L’associazione Durante ricorda Annalisa, vittima della camorra 15 anni fa. Mercoledì 27 marzo  alle 18:30, nella biblioteca che porta il suo nome, voluta dal papà Giannino, allestita nello spazio comunale Piazza Forcella. Ospitando la presentazione di un libro divertente: “8 e un quarto”, scritto da Paquito Catanzaro e pubblicato da Homo scrivens.
Interverranno l’assessore comunale alla Cultura Nino Daniele, lo scrittore Pino Imperatore, la giornalista Emanuela Sorrentino, l’editore Aldo Putignano e i rappresentanti del sindacato unitario giornalisti della Campania, che proprio recentemente ha sottoscritto un protocollo di intesa con l’associazione per promuovere insieme i diritti civili e i valori della legalità.
In questi quindici anni l’associazione (presieduta da Giuseppe Perna) ha voluto cavare il miele dalla morte per quel cambiamento di Forcella sognato da Annalisa nelle ultime pagine del suo diario: «Non mi piace vivere qui, anche se poi litigo sempre con i miei amici di scuola quando mi sfottono e dicono che Forcella è un posto brutto e che sono meglio i Tribunali. Io mi arrabbio e rispondo che Forcella è bella, bellissima. Dico una bugia: però non gli voglio dare soddisfazione».
Così si è fatta promotrice di incontri per incentivare la lettura, laboratori teatrali con le donne di Forcella e gli immigrati, attività di gioco e di educazione musicale per bambini (Baby song), supporto psicologico e nutrizionale, iniziative di sviluppo del turismo sostenibile (progetto Ntl – Napoli turismo & legalità).
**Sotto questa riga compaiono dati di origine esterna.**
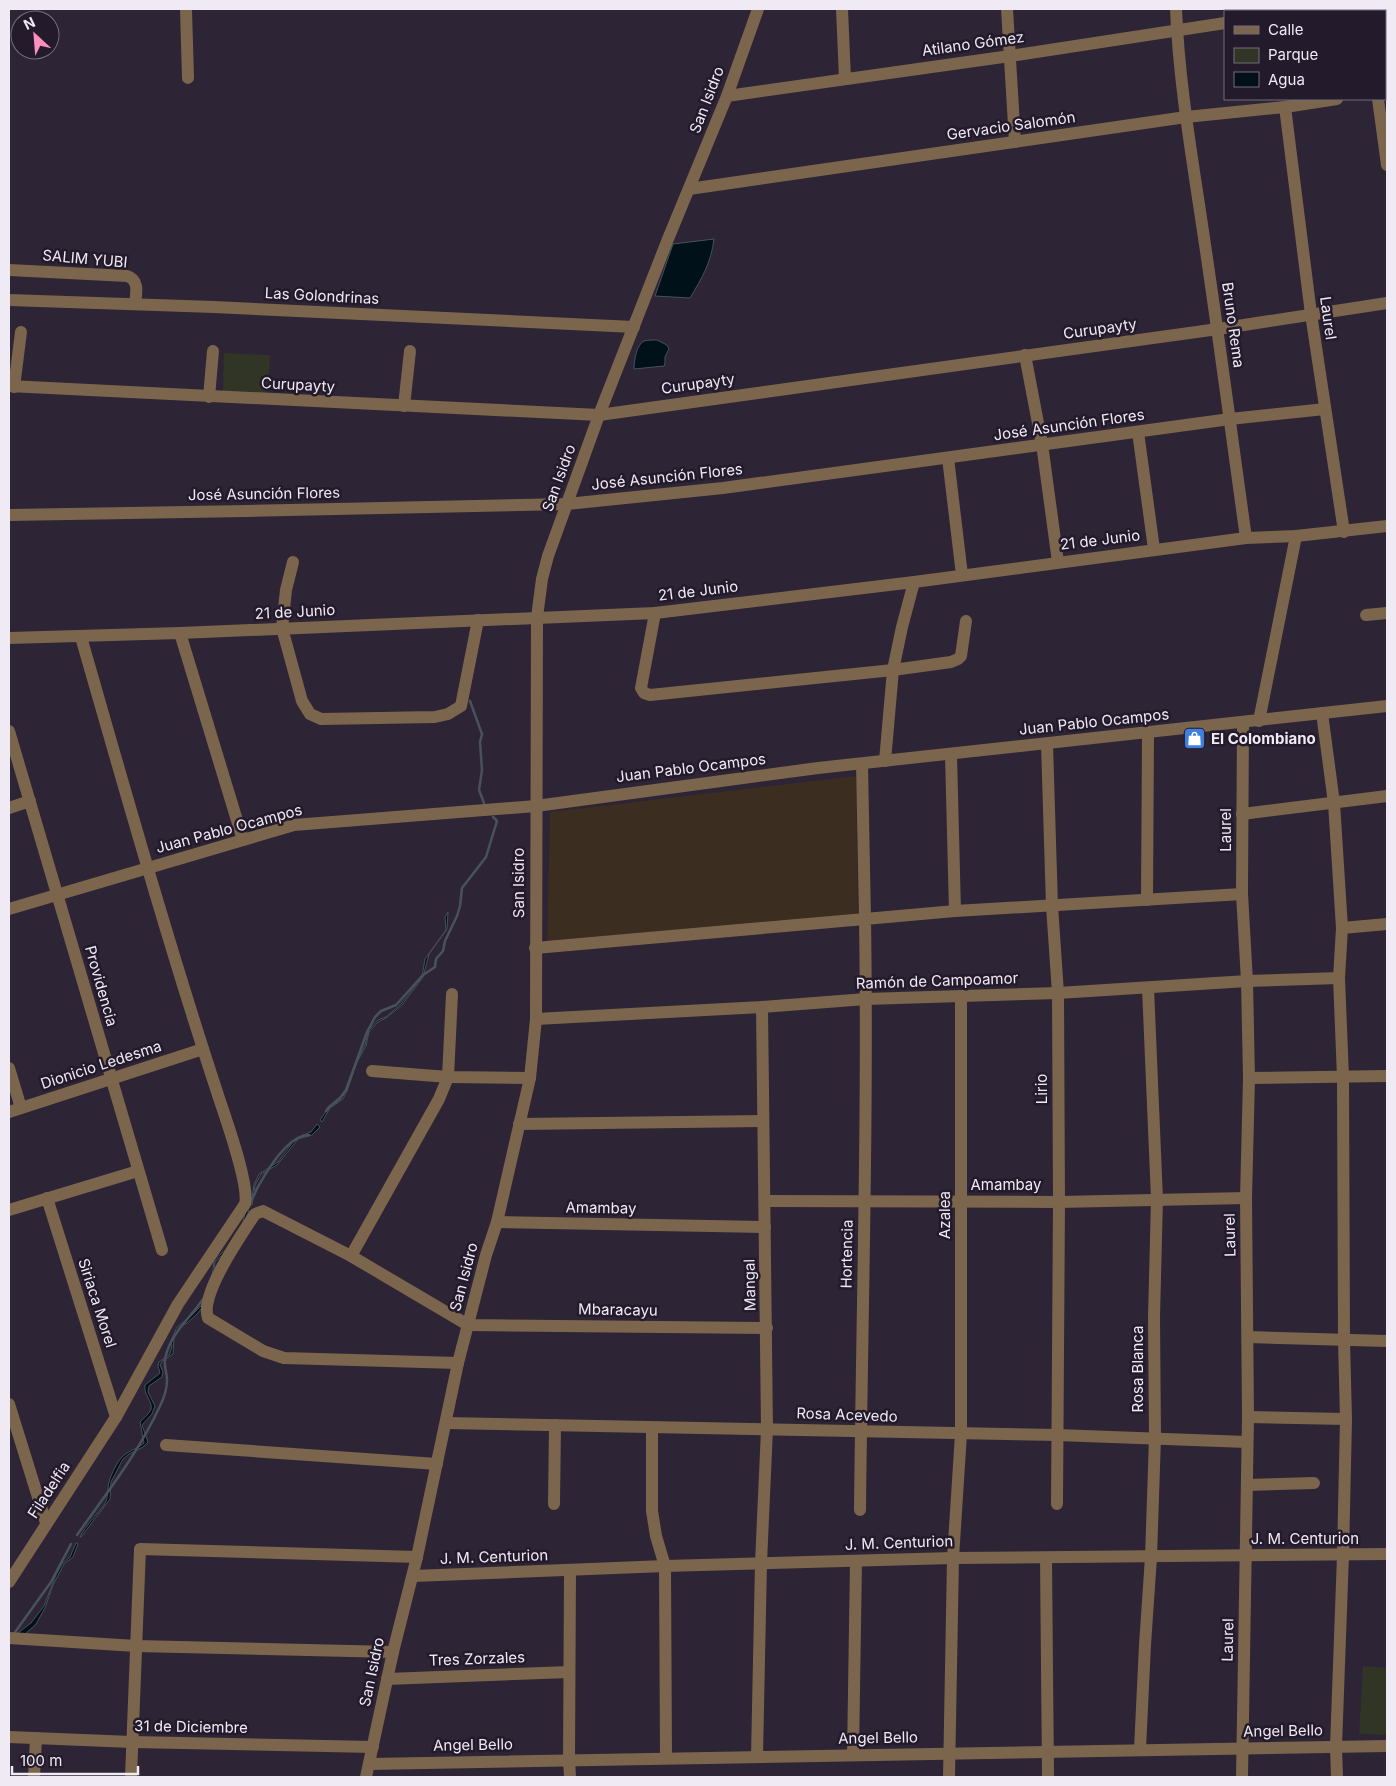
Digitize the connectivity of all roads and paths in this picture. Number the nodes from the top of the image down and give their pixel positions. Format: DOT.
graph roads {
  1 [pos="186,9"];
  2 [pos="758,9"];
  3 [pos="842,9"];
  4 [pos="1007,9"];
  5 [pos="1176,9"];
  6 [pos="1224,23"];
  7 [pos="1177,30"];
  8 [pos="1010,56"];
  9 [pos="188,78"];
  10 [pos="845,79"];
  11 [pos="727,96"];
  12 [pos="1331,100"];
  13 [pos="1378,100"];
  14 [pos="1285,108"];
  15 [pos="1186,116"];
  16 [pos="1015,142"];
  17 [pos="1387,165"];
  18 [pos="689,189"];
  19 [pos="9,270"];
  20 [pos="9,300"];
  21 [pos="1387,303"];
  22 [pos="136,304"];
  23 [pos="1311,314"];
  24 [pos="634,327"];
  25 [pos="1218,329"];
  26 [pos="21,332"];
  27 [pos="213,351"];
  28 [pos="410,351"];
  29 [pos="1026,355"];
  30 [pos="12,387"];
  31 [pos="209,397"];
  32 [pos="404,406"];
  33 [pos="1325,409"];
  34 [pos="599,415"];
  35 [pos="1230,419"];
  36 [pos="1138,432"];
  37 [pos="1042,444"];
  38 [pos="948,458"];
  39 [pos="567,504"];
  40 [pos="9,515"];
  41 [pos="1387,526"];
  42 [pos="1344,532"];
  43 [pos="1296,536"];
  44 [pos="1246,538"];
  45 [pos="1154,550"];
  46 [pos="293,562"];
  47 [pos="1058,562"];
  48 [pos="962,575"];
  49 [pos="914,582"];
  50 [pos="654,613"];
  51 [pos="1387,613"];
  52 [pos="1366,615"];
  53 [pos="537,617"];
  54 [pos="478,620"];
  55 [pos="966,621"];
  56 [pos="282,628"];
  57 [pos="180,633"];
  58 [pos="81,637"];
  59 [pos="9,638"];
  60 [pos="893,670"];
  61 [pos="1387,706"];
  62 [pos="1322,713"];
  63 [pos="1259,720"];
  64 [pos="1243,722"];
  65 [pos="9,732"];
  66 [pos="1148,733"];
  67 [pos="1047,744"];
  68 [pos="951,755"];
  69 [pos="885,761"];
  70 [pos="862,764"];
  71 [pos="1387,796"];
  72 [pos="30,801"];
  73 [pos="1334,803"];
  74 [pos="536,806"];
  75 [pos="9,808"];
  76 [pos="1242,814"];
  77 [pos="243,840"];
  78 [pos="147,868"];
  79 [pos="1242,894"];
  80 [pos="58,895"];
  81 [pos="1147,900"];
  82 [pos="1052,906"];
  83 [pos="9,909"];
  84 [pos="955,911"];
  85 [pos="864,919"];
  86 [pos="1387,924"];
  87 [pos="1342,928"];
  88 [pos="535,948"];
  89 [pos="1340,978"];
  90 [pos="1246,981"];
  91 [pos="1148,988"];
  92 [pos="1058,993"];
  93 [pos="452,994"];
  94 [pos="961,997"];
  95 [pos="866,1000"];
  96 [pos="762,1007"];
  97 [pos="536,1019"];
  98 [pos="203,1049"];
  99 [pos="9,1068"];
  100 [pos="372,1071"];
  101 [pos="1387,1076"];
  102 [pos="448,1077"];
  103 [pos="1343,1077"];
  104 [pos="530,1078"];
  105 [pos="1249,1078"];
  106 [pos="111,1079"];
  107 [pos="15,1110"];
  108 [pos="763,1121"];
  109 [pos="519,1124"];
  110 [pos="138,1171"];
  111 [pos="47,1198"];
  112 [pos="1157,1198"];
  113 [pos="1246,1198"];
  114 [pos="766,1200"];
  115 [pos="864,1201"];
  116 [pos="961,1201"];
  117 [pos="1059,1202"];
  118 [pos="9,1210"];
  119 [pos="497,1222"];
  120 [pos="766,1227"];
  121 [pos="162,1250"];
  122 [pos="351,1256"];
  123 [pos="468,1325"];
  124 [pos="767,1328"];
  125 [pos="1248,1337"];
  126 [pos="1344,1340"];
  127 [pos="1387,1341"];
  128 [pos="458,1363"];
  129 [pos="9,1404"];
  130 [pos="116,1417"];
  131 [pos="1248,1417"];
  132 [pos="1346,1419"];
  133 [pos="446,1423"];
  134 [pos="555,1426"];
  135 [pos="652,1428"];
  136 [pos="767,1428"];
  137 [pos="860,1432"];
  138 [pos="960,1434"];
  139 [pos="1057,1435"];
  140 [pos="1155,1438"];
  141 [pos="1247,1442"];
  142 [pos="166,1445"];
  143 [pos="437,1464"];
  144 [pos="1314,1483"];
  145 [pos="1247,1485"];
  146 [pos="554,1504"];
  147 [pos="1057,1504"];
  148 [pos="860,1510"];
  149 [pos="46,1523"];
  150 [pos="1387,1554"];
  151 [pos="1245,1555"];
  152 [pos="1343,1555"];
  153 [pos="417,1557"];
  154 [pos="1151,1557"];
  155 [pos="953,1558"];
  156 [pos="1046,1558"];
  157 [pos="856,1560"];
  158 [pos="761,1563"];
  159 [pos="665,1566"];
  160 [pos="570,1570"];
  161 [pos="412,1576"];
  162 [pos="9,1582"];
  163 [pos="9,1638"];
  164 [pos="136,1646"];
  165 [pos="393,1652"];
  166 [pos="569,1672"];
  167 [pos="387,1679"];
  168 [pos="9,1737"];
  169 [pos="36,1738"];
  170 [pos="132,1742"];
  171 [pos="1336,1746"];
  172 [pos="1387,1746"];
  173 [pos="373,1747"];
  174 [pos="1243,1748"];
  175 [pos="1140,1749"];
  176 [pos="1048,1751"];
  177 [pos="949,1753"];
  178 [pos="853,1754"];
  179 [pos="757,1756"];
  180 [pos="666,1758"];
  181 [pos="569,1760"];
  182 [pos="369,1764"];
  183 [pos="34,1777"];
  184 [pos="131,1777"];
  185 [pos="366,1777"];
  186 [pos="570,1777"];
  187 [pos="949,1777"];
  188 [pos="1048,1777"];
  189 [pos="1242,1777"];
  190 [pos="1337,1777"];
  1 -- 9 [label="street"];
  2 -- 11 [label="street, San Isidro"];
  3 -- 10 [label="street"];
  4 -- 8 [label="street"];
  5 -- 7 [label="street, Bruno Rema"];
  6 -- 7 [label="street, Atilano Gómez"];
  7 -- 8 [label="street, Atilano Gómez"];
  7 -- 15 [label="street, Bruno Rema"];
  8 -- 10 [label="street, Atilano Gómez"];
  8 -- 16 [label="street"];
  10 -- 11 [label="street, Atilano Gómez"];
  11 -- 18 [label="street, San Isidro"];
  12 -- 14 [label="street, Gervacio Salomón"];
  13 -- 17 [label="street"];
  14 -- 15 [label="street, Gervacio Salomón"];
  14 -- 23 [label="street, Laurel"];
  15 -- 16 [label="street, Gervacio Salomón"];
  15 -- 25 [label="street, Bruno Rema"];
  16 -- 18 [label="street, Gervacio Salomón"];
  18 -- 24 [label="street, San Isidro"];
  19 -- 22 [label="street, SALIM YUBI"];
  20 -- 22 [label="street, Las Golondrinas"];
  21 -- 23 [label="street, Curupayty"];
  22 -- 24 [label="street, Las Golondrinas"];
  23 -- 25 [label="street, Curupayty"];
  23 -- 33 [label="street, Laurel"];
  24 -- 34 [label="street, San Isidro"];
  25 -- 29 [label="street, Curupayty"];
  25 -- 35 [label="street, Bruno Rema"];
  26 -- 30 [label="street"];
  27 -- 31 [label="street"];
  28 -- 32 [label="street"];
  29 -- 34 [label="street, Curupayty"];
  29 -- 37 [label="street"];
  30 -- 31 [label="street, Curupayty"];
  31 -- 32 [label="street, Curupayty"];
  32 -- 34 [label="street, Curupayty"];
  33 -- 35 [label="street, José Asunción Flores"];
  33 -- 42 [label="street, Laurel"];
  34 -- 39 [label="street, San Isidro"];
  35 -- 36 [label="street, José Asunción Flores"];
  35 -- 44 [label="street, Bruno Rema"];
  36 -- 37 [label="street, José Asunción Flores"];
  36 -- 45 [label="street"];
  37 -- 38 [label="street, José Asunción Flores"];
  37 -- 47 [label="street"];
  38 -- 39 [label="street, José Asunción Flores"];
  38 -- 48 [label="street"];
  39 -- 40 [label="street, José Asunción Flores"];
  39 -- 53 [label="street, San Isidro"];
  41 -- 42 [label="street, 21 de Junio"];
  42 -- 43 [label="street, 21 de Junio"];
  43 -- 44 [label="street, 21 de Junio"];
  43 -- 63 [label="street"];
  44 -- 45 [label="street, 21 de Junio"];
  45 -- 47 [label="street, 21 de Junio"];
  46 -- 56 [label="street"];
  47 -- 48 [label="street, 21 de Junio"];
  48 -- 49 [label="street, 21 de Junio"];
  49 -- 50 [label="street, 21 de Junio"];
  49 -- 60 [label="street"];
  50 -- 53 [label="street, 21 de Junio"];
  50 -- 60 [label="street"];
  51 -- 52 [label="street"];
  53 -- 54 [label="street, 21 de Junio"];
  53 -- 74 [label="street, San Isidro"];
  54 -- 56 [label="street, 21 de Junio"];
  54 -- 56 [label="street"];
  55 -- 60 [label="street"];
  56 -- 57 [label="street, 21 de Junio"];
  57 -- 58 [label="street, 21 de Junio"];
  57 -- 77 [label="street"];
  58 -- 59 [label="street, 21 de Junio"];
  58 -- 78 [label="street, Filadelfia"];
  60 -- 69 [label="street"];
  61 -- 62 [label="street, Juan Pablo Ocampos"];
  62 -- 63 [label="street, Juan Pablo Ocampos"];
  62 -- 73 [label="street"];
  63 -- 64 [label="street, Juan Pablo Ocampos"];
  64 -- 66 [label="street, Juan Pablo Ocampos"];
  64 -- 76 [label="street, Laurel"];
  65 -- 72 [label="street, Providencia"];
  66 -- 67 [label="street, Juan Pablo Ocampos"];
  66 -- 81 [label="street"];
  67 -- 68 [label="street, Juan Pablo Ocampos"];
  67 -- 82 [label="street, Lirio"];
  68 -- 69 [label="street, Juan Pablo Ocampos"];
  68 -- 84 [label="street"];
  69 -- 70 [label="street, Juan Pablo Ocampos"];
  70 -- 74 [label="street, Juan Pablo Ocampos"];
  70 -- 85 [label="street, Hortencia"];
  71 -- 73 [label="street"];
  72 -- 75 [label="street"];
  72 -- 80 [label="street, Providencia"];
  73 -- 76 [label="street"];
  73 -- 87 [label="street"];
  74 -- 77 [label="street, Juan Pablo Ocampos"];
  74 -- 88 [label="street, San Isidro"];
  76 -- 79 [label="street, Laurel"];
  77 -- 78 [label="street, Juan Pablo Ocampos"];
  78 -- 80 [label="street, Juan Pablo Ocampos"];
  78 -- 98 [label="street, Filadelfia"];
  79 -- 81 [label="street"];
  79 -- 90 [label="street, Laurel"];
  80 -- 83 [label="street, Juan Pablo Ocampos"];
  80 -- 106 [label="street, Providencia"];
  81 -- 82 [label="street"];
  82 -- 84 [label="street"];
  82 -- 92 [label="street, Lirio"];
  84 -- 85 [label="street"];
  85 -- 88 [label="street"];
  85 -- 95 [label="street, Hortencia"];
  86 -- 87 [label="street"];
  87 -- 89 [label="street"];
  88 -- 97 [label="street, San Isidro"];
  89 -- 90 [label="street, Ramón de Campoamor"];
  89 -- 103 [label="street"];
  90 -- 91 [label="street, Ramón de Campoamor"];
  90 -- 105 [label="street, Laurel"];
  91 -- 92 [label="street, Ramón de Campoamor"];
  91 -- 112 [label="street, Rosa Blanca"];
  92 -- 94 [label="street, Ramón de Campoamor"];
  92 -- 117 [label="street, Lirio"];
  93 -- 102 [label="street"];
  94 -- 95 [label="street, Ramón de Campoamor"];
  94 -- 116 [label="street, Azalea"];
  95 -- 96 [label="street, Ramón de Campoamor"];
  95 -- 115 [label="street, Hortencia"];
  96 -- 97 [label="street, Ramón de Campoamor"];
  96 -- 108 [label="street, Mangal"];
  97 -- 104 [label="street, San Isidro"];
  98 -- 106 [label="street, Dionicio Ledesma"];
  98 -- 130 [label="street, Filadelfia"];
  99 -- 107 [label="street"];
  100 -- 102 [label="street"];
  101 -- 103 [label="street"];
  102 -- 104 [label="street"];
  102 -- 122 [label="street"];
  103 -- 105 [label="street"];
  103 -- 126 [label="street"];
  104 -- 109 [label="street, San Isidro"];
  105 -- 113 [label="street, Laurel"];
  106 -- 107 [label="street, Dionicio Ledesma"];
  106 -- 110 [label="street, Providencia"];
  108 -- 109 [label="street"];
  108 -- 114 [label="street, Mangal"];
  109 -- 119 [label="street, San Isidro"];
  110 -- 111 [label="street"];
  110 -- 121 [label="street, Providencia"];
  111 -- 118 [label="street"];
  111 -- 130 [label="street, Siriaca Morel"];
  112 -- 113 [label="street, Amambay"];
  112 -- 117 [label="street, Amambay"];
  112 -- 140 [label="street, Rosa Blanca"];
  113 -- 125 [label="street, Laurel"];
  114 -- 115 [label="street, Amambay"];
  114 -- 120 [label="street, Mangal"];
  115 -- 116 [label="street, Amambay"];
  115 -- 137 [label="street, Hortencia"];
  116 -- 117 [label="street, Amambay"];
  116 -- 138 [label="street, Azalea"];
  117 -- 139 [label="street, Lirio"];
  119 -- 120 [label="street, Amambay"];
  119 -- 123 [label="street, San Isidro"];
  120 -- 124 [label="street, Mangal"];
  122 -- 123 [label="street"];
  122 -- 128 [label="street"];
  123 -- 124 [label="street, Mbaracayu"];
  123 -- 128 [label="street, San Isidro"];
  124 -- 136 [label="street, Mangal"];
  125 -- 126 [label="street"];
  125 -- 131 [label="street, Laurel"];
  126 -- 127 [label="street"];
  126 -- 132 [label="street"];
  128 -- 133 [label="street, San Isidro"];
  129 -- 149 [label="street"];
  130 -- 149 [label="street, Filadelfia"];
  131 -- 132 [label="street"];
  131 -- 141 [label="street, Laurel"];
  132 -- 152 [label="street"];
  133 -- 134 [label="street, Rosa Acevedo"];
  133 -- 143 [label="street, San Isidro"];
  134 -- 135 [label="street, Rosa Acevedo"];
  134 -- 146 [label="street"];
  135 -- 136 [label="street, Rosa Acevedo"];
  135 -- 159 [label="street"];
  136 -- 137 [label="street, Rosa Acevedo"];
  136 -- 158 [label="street, Mangal"];
  137 -- 138 [label="street, Rosa Acevedo"];
  137 -- 148 [label="street, Hortencia"];
  138 -- 139 [label="street, Rosa Acevedo"];
  138 -- 155 [label="street, Azalea"];
  139 -- 140 [label="street, Rosa Acevedo"];
  139 -- 147 [label="street, Lirio"];
  140 -- 141 [label="street, Rosa Acevedo"];
  140 -- 154 [label="street, Rosa Blanca"];
  141 -- 145 [label="street, Laurel"];
  142 -- 143 [label="street"];
  143 -- 153 [label="street, San Isidro"];
  144 -- 145 [label="street"];
  145 -- 151 [label="street, Laurel"];
  149 -- 162 [label="street, Filadelfia"];
  150 -- 152 [label="street, J. M. Centurion"];
  151 -- 152 [label="street, J. M. Centurion"];
  151 -- 154 [label="street, J. M. Centurion"];
  151 -- 174 [label="street, Laurel"];
  152 -- 171 [label="street"];
  153 -- 161 [label="street, San Isidro"];
  153 -- 164 [label="street"];
  154 -- 156 [label="street, J. M. Centurion"];
  154 -- 175 [label="street, Rosa Blanca"];
  155 -- 156 [label="street, J. M. Centurion"];
  155 -- 157 [label="street, J. M. Centurion"];
  155 -- 177 [label="street, Azalea"];
  156 -- 176 [label="street"];
  157 -- 158 [label="street, J. M. Centurion"];
  157 -- 178 [label="street"];
  158 -- 159 [label="street, J. M. Centurion"];
  158 -- 179 [label="street, Mangal"];
  159 -- 160 [label="street, J. M. Centurion"];
  159 -- 180 [label="street"];
  160 -- 161 [label="street, J. M. Centurion"];
  160 -- 166 [label="street"];
  161 -- 165 [label="street, San Isidro"];
  163 -- 164 [label="street"];
  164 -- 165 [label="street"];
  164 -- 170 [label="street"];
  165 -- 167 [label="street, San Isidro"];
  166 -- 167 [label="street, Tres Zorzales"];
  166 -- 181 [label="street"];
  167 -- 173 [label="street, San Isidro"];
  168 -- 169 [label="street, 31 de Diciembre"];
  169 -- 170 [label="street, 31 de Diciembre"];
  169 -- 183 [label="street"];
  170 -- 173 [label="street, 31 de Diciembre"];
  170 -- 184 [label="street"];
  171 -- 172 [label="street, Angel Bello"];
  171 -- 174 [label="street, Angel Bello"];
  171 -- 190 [label="street"];
  173 -- 182 [label="street, San Isidro"];
  174 -- 175 [label="street, Angel Bello"];
  174 -- 189 [label="street, Laurel"];
  175 -- 176 [label="street, Angel Bello"];
  176 -- 177 [label="street, Angel Bello"];
  176 -- 188 [label="street"];
  177 -- 178 [label="street, Angel Bello"];
  177 -- 187 [label="street, Azalea"];
  178 -- 179 [label="street, Angel Bello"];
  179 -- 180 [label="street, Angel Bello"];
  180 -- 181 [label="street, Angel Bello"];
  181 -- 182 [label="street, Angel Bello"];
  181 -- 186 [label="street"];
  182 -- 185 [label="street, San Isidro"];
}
Sarà anche siglato un “Patto locale per la lettura”, sotto l’egida del Cepell, il Centro per il libro e la lettura del Miba. Tutte iniziative per “fare sistema” culturale. Tra i partner, parrocchie, scuole, teatro Trianon Viviani, Sindacato unitario giornalisti della Campania, fondazioni di comunità, Consulta della seconda Municipalità, Agora, Assogioca, Avventura di latta, Femminile Plurale, Fiab Cicloverdi, Legambiente – parco letterario Vesuvio, Manallart, 180° Meridiano, Meti, Muricena teatro, Parte Napoli, i Ragazzi di Scampia, Rinascita Forcella, Soma&Psiche, Teatri di Seta, i Teatrini e Zonta.